# Shooters Snake Bite



## shooterrick (Jun 13, 2009)

Since Jeff decided to make a sticky out of my modified bean recipe I thought I should repost this spicy BBQ Sauce in the recipe for the Snake Bitten Beans.



*Ricks Copper Head BBQ*

*Snake Bite Sauce*

*The Most Dangerous Venom I Make*

64 oz Ketchup (I use the cheap kind or Brooks if I can find it.)  
12 oz Draft Beer
½ cup Brown Sugar
½ cup Sorghum Molasses   (If you can’t find Sorghum use Briar Rabbit) note: sorghum is a grain not a brand.
1 tbs Lee Peron’s
1 tbs Chipotle Sauce
1 tbs Garlic Powder
1 tbs Onion Powder
1tbs red pepper flakes (or ½ if you have a weak heart)
1tbs black pepper

1 tsp celery seed
1 tsp fennel seed Ground
1 tsp Hungarian Paprika
1 tsp Clove Ground
1 tsp Caraway Seed Ground
1/3 cup Apple Cider Vinegar 
1/3 cup Dijon Mustard 

Combine all but brown sugar and bring to a boil. Add Brown Sugar and stir until dissolved.  Reduce heat and simmer, reducing by one quarter.  Stir often scraping bottom and sides of sauce pan. 

Store the sauce in the refrigerator. Use this sauce for dipping or baste only last few minutes to prevent burning.  This Snake Bite Sauce will tame down a bit if used to baste but has a substantial kick when dipping.


----------



## rivet (Jun 13, 2009)

Hey thanks for posting, Shooter! You always make good stuff~ you might want to re-post your snakebite chicken rub....that's a winner too.

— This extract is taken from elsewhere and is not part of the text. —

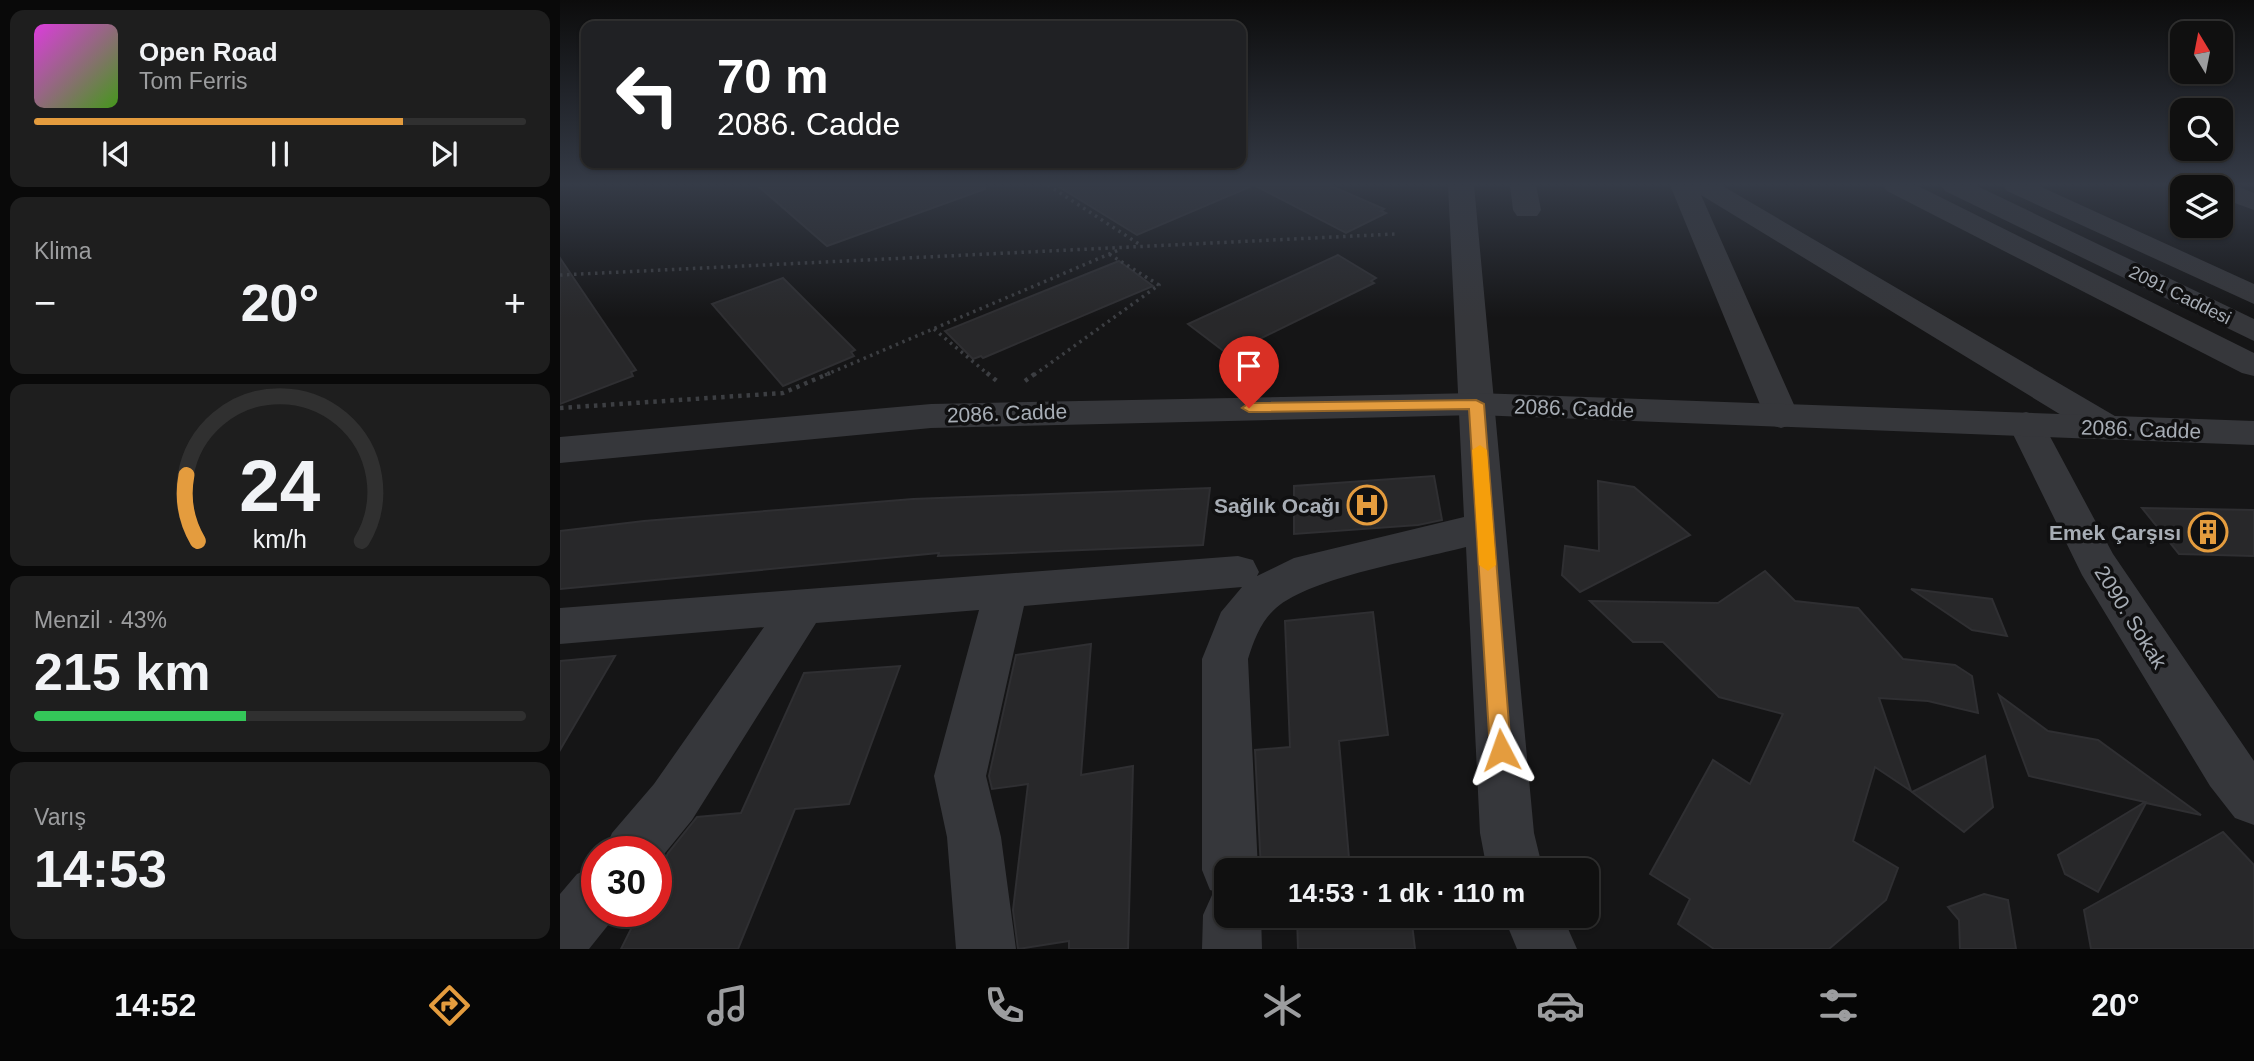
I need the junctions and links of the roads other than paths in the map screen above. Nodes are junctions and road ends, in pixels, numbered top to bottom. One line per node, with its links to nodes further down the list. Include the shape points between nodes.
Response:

Got a kick out of your recipe sayin' 'sorghum is a grain not a brand" - do adults really have to be told this?  
	

	
	
		
		



		
			






Answered my own question! 
	

	
	
		
		



		
		
	


	





Good smokes you you!


----------



## shooterrick (Jun 13, 2009)

It is only mentioned in the recipe cause I was asked who made that brand.  LOL


----------



## mballi3011 (Jun 13, 2009)

sounds like a great sauce.  I think I'll have to try it. How about that chicken rub If rivet says it's good I'm sure it is.


----------



## sumosmoke (Jun 14, 2009)

Good stuff, Rick. Thanks for sharing the secrets behind your Q.


----------